Only the text of the records belongs in the answer; the pictures must be dropped.

Saved entries:
○ ○ ○ ○

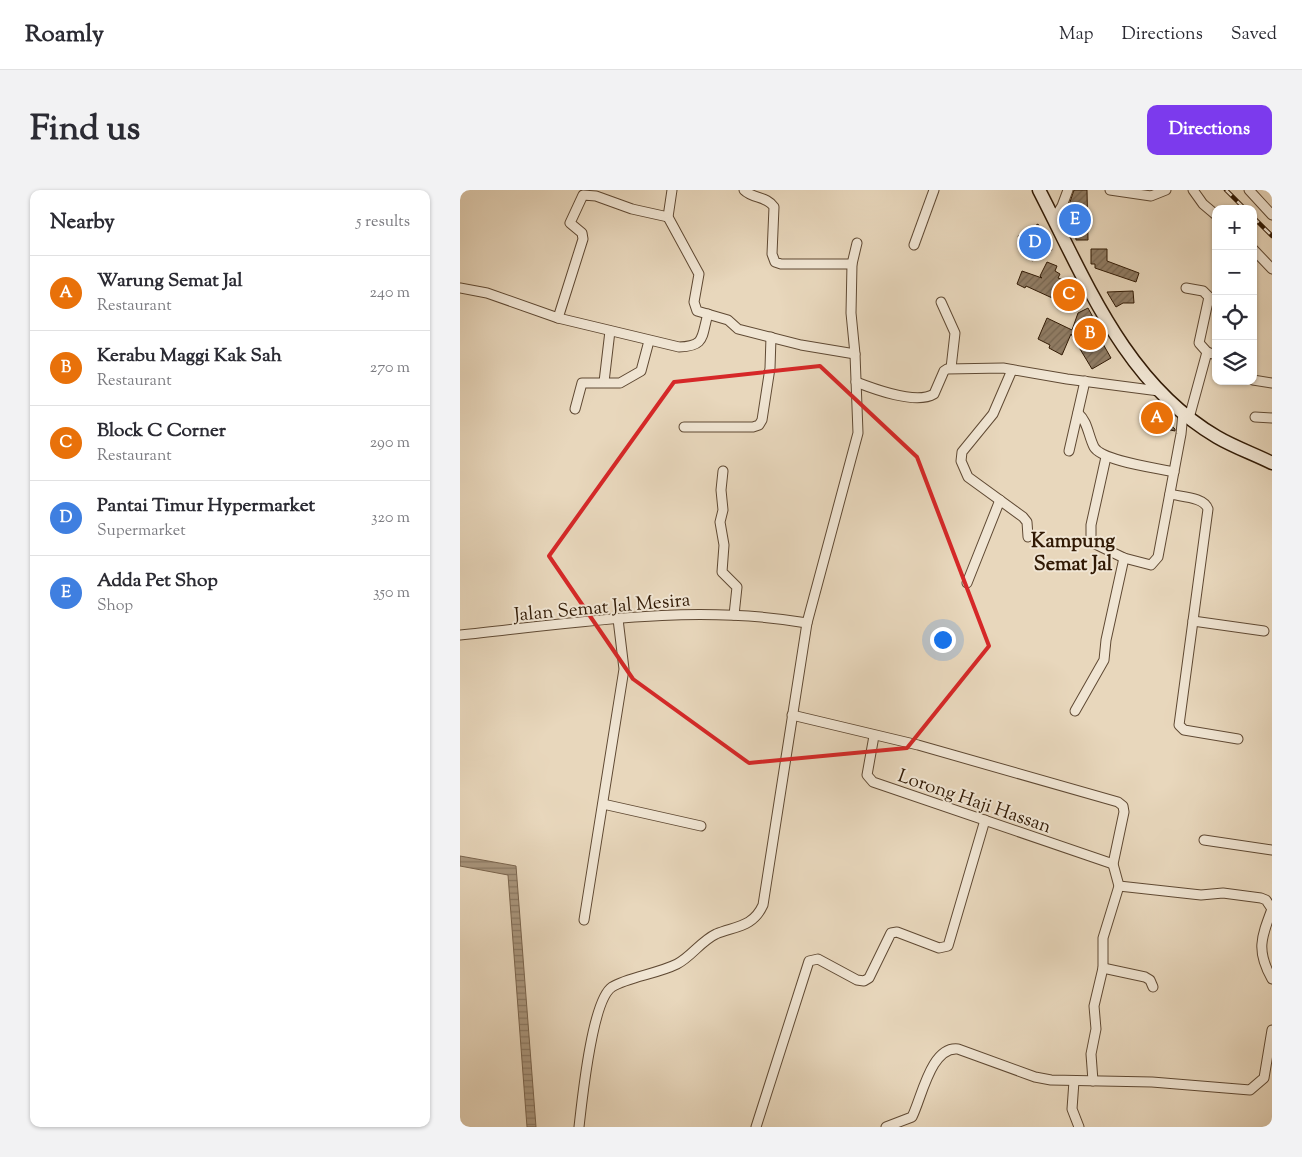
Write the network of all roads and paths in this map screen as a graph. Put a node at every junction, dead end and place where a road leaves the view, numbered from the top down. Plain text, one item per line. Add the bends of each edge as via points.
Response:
1 (672, 190) edge
2 (744, 190) edge
3 (934, 190) edge
4 (1039, 190) edge
5 (1068, 190) edge
6 (1110, 190) edge
7 (1166, 190) edge
8 (1193, 190) edge
9 (1252, 192) edge
10 (597, 193) edge
11 (1212, 211) edge
12 (1272, 215) edge
13 (668, 217) junction
14 (1054, 219) junction
15 (857, 243) dead end
16 (914, 244) dead end
17 (1254, 250) edge
18 (852, 264) junction
19 (1272, 269) edge
20 (460, 288) edge
21 (1186, 288) dead end
22 (1212, 300) edge
23 (941, 302) dead end
24 (708, 314) junction
25 (558, 318) junction
26 (610, 331) junction
27 (771, 337) junction
28 (650, 341) junction
29 (1211, 353) edge
30 (855, 354) junction
31 (950, 368) junction
32 (1012, 370) junction
33 (1085, 381) junction
34 (1257, 381) edge
35 (604, 382) junction
36 (856, 382) junction
37 (1272, 383) edge
38 (1159, 391) junction
39 (575, 409) dead end
40 (1078, 413) junction
41 (1186, 415) junction
42 (1256, 417) dead end
43 (1272, 418) edge
44 (684, 427) dead end
45 (1068, 451) dead end
46 (1106, 457) junction
47 (1272, 463) edge
48 (723, 471) dead end
49 (1174, 472) junction
50 (1170, 494) junction
51 (1000, 500) junction
52 (1028, 538) dead end
53 (1124, 558) junction
54 (967, 583) dead end
55 (734, 615) junction
56 (618, 618) junction
57 (1193, 621) junction
58 (807, 623) junction
59 (1264, 631) dead end
60 (460, 635) edge
61 (1075, 712) dead end
62 (792, 715) junction
63 (874, 736) junction
64 (1238, 739) dead end
65 (603, 804) junction
66 (985, 820) junction
67 (701, 826) dead end
68 (1204, 840) dead end
69 (1272, 850) edge
70 (1113, 864) junction
71 (1120, 886) junction
72 (1272, 909) edge
73 (584, 920) dead end
74 (1103, 968) junction
75 (1272, 979) edge
76 (1152, 987) dead end
77 (1272, 1032) edge
78 (1074, 1081) junction
79 (1093, 1081) junction
80 (579, 1127) edge
81 (756, 1127) edge
82 (886, 1127) edge
83 (1079, 1127) edge

1 - 13 street
2 - 18 street via 771,202 774,207 772,254 775,262
3 - 16 street
4 - 14 main road
5 - 14 street
6 - 7 street via 1151,196
8 - 11 street
9 - 12 street
10 - 13 street via 632,209
10 - 25 street via 583,195 570,220 571,226 583,236
13 - 24 street via 699,274 695,308
14 - 38 main road via 1115,336
15 - 18 street
17 - 19 street
18 - 30 street via 851,313
20 - 25 street via 487,292
21 - 22 street via 1203,291
22 - 29 street via 1199,343
23 - 31 street via 955,333
24 - 27 street via 728,320 736,329
24 - 28 street via 695,346 679,347
25 - 26 street
26 - 28 street
26 - 35 street
27 - 30 street
27 - 44 street via 770,368 759,425
28 - 35 street via 641,371 620,383
29 - 41 street
30 - 36 street
31 - 32 street
31 - 36 street via 944,371 932,396 902,396
32 - 33 street
32 - 51 street via 993,414 962,452 962,468 968,477
33 - 38 street
33 - 40 street
34 - 37 street
35 - 39 street via 582,384
36 - 58 street via 858,433
38 - 41 main road
40 - 45 street
40 - 46 street via 1084,418 1094,447
41 - 47 main road via 1217,437
41 - 49 street
42 - 43 street
46 - 49 street
46 - 53 street via 1090,540 1095,546
48 - 55 street via 722,572 737,587
49 - 50 street
50 - 53 street via 1156,561 1147,565
50 - 57 street via 1201,501 1208,510
51 - 52 street via 1027,522
51 - 54 street
53 - 61 street via 1107,630 1104,660
55 - 56 street, Jalan Semat Jal Mesira via 667,614
55 - 58 street, Jalan Semat Jal Mesira via 768,616
56 - 60 street, Jalan Semat Jal Mesira
56 - 65 street via 624,669
57 - 59 street
57 - 64 street via 1180,728
58 - 62 street
62 - 63 street
62 - 80 street via 763,905 758,915 749,923 714,935 678,963 608,990 596,1018
63 - 66 street, Lorong Haji Hassan via 867,772 870,780
63 - 70 street via 918,745 1118,802 1124,812
65 - 67 street
65 - 73 street
66 - 70 street, Lorong Haji Hassan
66 - 81 street via 948,946 939,948 897,932 891,933 869,978 864,981 818,958 809,961
68 - 69 street
70 - 71 street
71 - 72 street via 1261,898
71 - 74 street via 1103,938
72 - 75 street via 1261,949 1263,963
74 - 76 street via 1145,977
74 - 79 street via 1094,1006
77 - 79 street via 1264,1078 1250,1090
78 - 79 street
78 - 82 street via 1042,1079 958,1049 949,1050 935,1060 911,1118
78 - 83 street via 1072,1109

○ ○ ○ ○

== Task solution ==
Write the network of all roads and paths in this map screen as a graph. Put a node at every junction, dead end and place where a road leaves the view, numbered from the top down. Plain text, one item per line. Add the bends of each edge as via points.
Response:
1 (672, 190) edge
2 (744, 190) edge
3 (934, 190) edge
4 (1039, 190) edge
5 (1068, 190) edge
6 (1110, 190) edge
7 (1166, 190) edge
8 (1193, 190) edge
9 (1252, 192) edge
10 (597, 193) edge
11 (1212, 211) edge
12 (1272, 215) edge
13 (668, 217) junction
14 (1054, 219) junction
15 (857, 243) dead end
16 (914, 244) dead end
17 (1254, 250) edge
18 (852, 264) junction
19 (1272, 269) edge
20 (460, 288) edge
21 (1186, 288) dead end
22 (1212, 300) edge
23 (941, 302) dead end
24 (708, 314) junction
25 (558, 318) junction
26 (610, 331) junction
27 (771, 337) junction
28 (650, 341) junction
29 (1211, 353) edge
30 (855, 354) junction
31 (950, 368) junction
32 (1012, 370) junction
33 (1085, 381) junction
34 (1257, 381) edge
35 (604, 382) junction
36 (856, 382) junction
37 (1272, 383) edge
38 (1159, 391) junction
39 (575, 409) dead end
40 (1078, 413) junction
41 (1186, 415) junction
42 (1256, 417) dead end
43 (1272, 418) edge
44 (684, 427) dead end
45 (1068, 451) dead end
46 (1106, 457) junction
47 (1272, 463) edge
48 (723, 471) dead end
49 (1174, 472) junction
50 (1170, 494) junction
51 (1000, 500) junction
52 (1028, 538) dead end
53 (1124, 558) junction
54 (967, 583) dead end
55 (734, 615) junction
56 (618, 618) junction
57 (1193, 621) junction
58 (807, 623) junction
59 (1264, 631) dead end
60 (460, 635) edge
61 (1075, 712) dead end
62 (792, 715) junction
63 (874, 736) junction
64 (1238, 739) dead end
65 (603, 804) junction
66 (985, 820) junction
67 (701, 826) dead end
68 (1204, 840) dead end
69 (1272, 850) edge
70 (1113, 864) junction
71 (1120, 886) junction
72 (1272, 909) edge
73 (584, 920) dead end
74 (1103, 968) junction
75 (1272, 979) edge
76 (1152, 987) dead end
77 (1272, 1032) edge
78 (1074, 1081) junction
79 (1093, 1081) junction
80 (579, 1127) edge
81 (756, 1127) edge
82 (886, 1127) edge
83 (1079, 1127) edge

1 - 13 street
2 - 18 street via 771,202 774,207 772,254 775,262
3 - 16 street
4 - 14 main road
5 - 14 street
6 - 7 street via 1151,196
8 - 11 street
9 - 12 street
10 - 13 street via 632,209
10 - 25 street via 583,195 570,220 571,226 583,236
13 - 24 street via 699,274 695,308
14 - 38 main road via 1115,336
15 - 18 street
17 - 19 street
18 - 30 street via 851,313
20 - 25 street via 487,292
21 - 22 street via 1203,291
22 - 29 street via 1199,343
23 - 31 street via 955,333
24 - 27 street via 728,320 736,329
24 - 28 street via 695,346 679,347
25 - 26 street
26 - 28 street
26 - 35 street
27 - 30 street
27 - 44 street via 770,368 759,425
28 - 35 street via 641,371 620,383
29 - 41 street
30 - 36 street
31 - 32 street
31 - 36 street via 944,371 932,396 902,396
32 - 33 street
32 - 51 street via 993,414 962,452 962,468 968,477
33 - 38 street
33 - 40 street
34 - 37 street
35 - 39 street via 582,384
36 - 58 street via 858,433
38 - 41 main road
40 - 45 street
40 - 46 street via 1084,418 1094,447
41 - 47 main road via 1217,437
41 - 49 street
42 - 43 street
46 - 49 street
46 - 53 street via 1090,540 1095,546
48 - 55 street via 722,572 737,587
49 - 50 street
50 - 53 street via 1156,561 1147,565
50 - 57 street via 1201,501 1208,510
51 - 52 street via 1027,522
51 - 54 street
53 - 61 street via 1107,630 1104,660
55 - 56 street, Jalan Semat Jal Mesira via 667,614
55 - 58 street, Jalan Semat Jal Mesira via 768,616
56 - 60 street, Jalan Semat Jal Mesira
56 - 65 street via 624,669
57 - 59 street
57 - 64 street via 1180,728
58 - 62 street
62 - 63 street
62 - 80 street via 763,905 758,915 749,923 714,935 678,963 608,990 596,1018
63 - 66 street, Lorong Haji Hassan via 867,772 870,780
63 - 70 street via 918,745 1118,802 1124,812
65 - 67 street
65 - 73 street
66 - 70 street, Lorong Haji Hassan
66 - 81 street via 948,946 939,948 897,932 891,933 869,978 864,981 818,958 809,961
68 - 69 street
70 - 71 street
71 - 72 street via 1261,898
71 - 74 street via 1103,938
72 - 75 street via 1261,949 1263,963
74 - 76 street via 1145,977
74 - 79 street via 1094,1006
77 - 79 street via 1264,1078 1250,1090
78 - 79 street
78 - 82 street via 1042,1079 958,1049 949,1050 935,1060 911,1118
78 - 83 street via 1072,1109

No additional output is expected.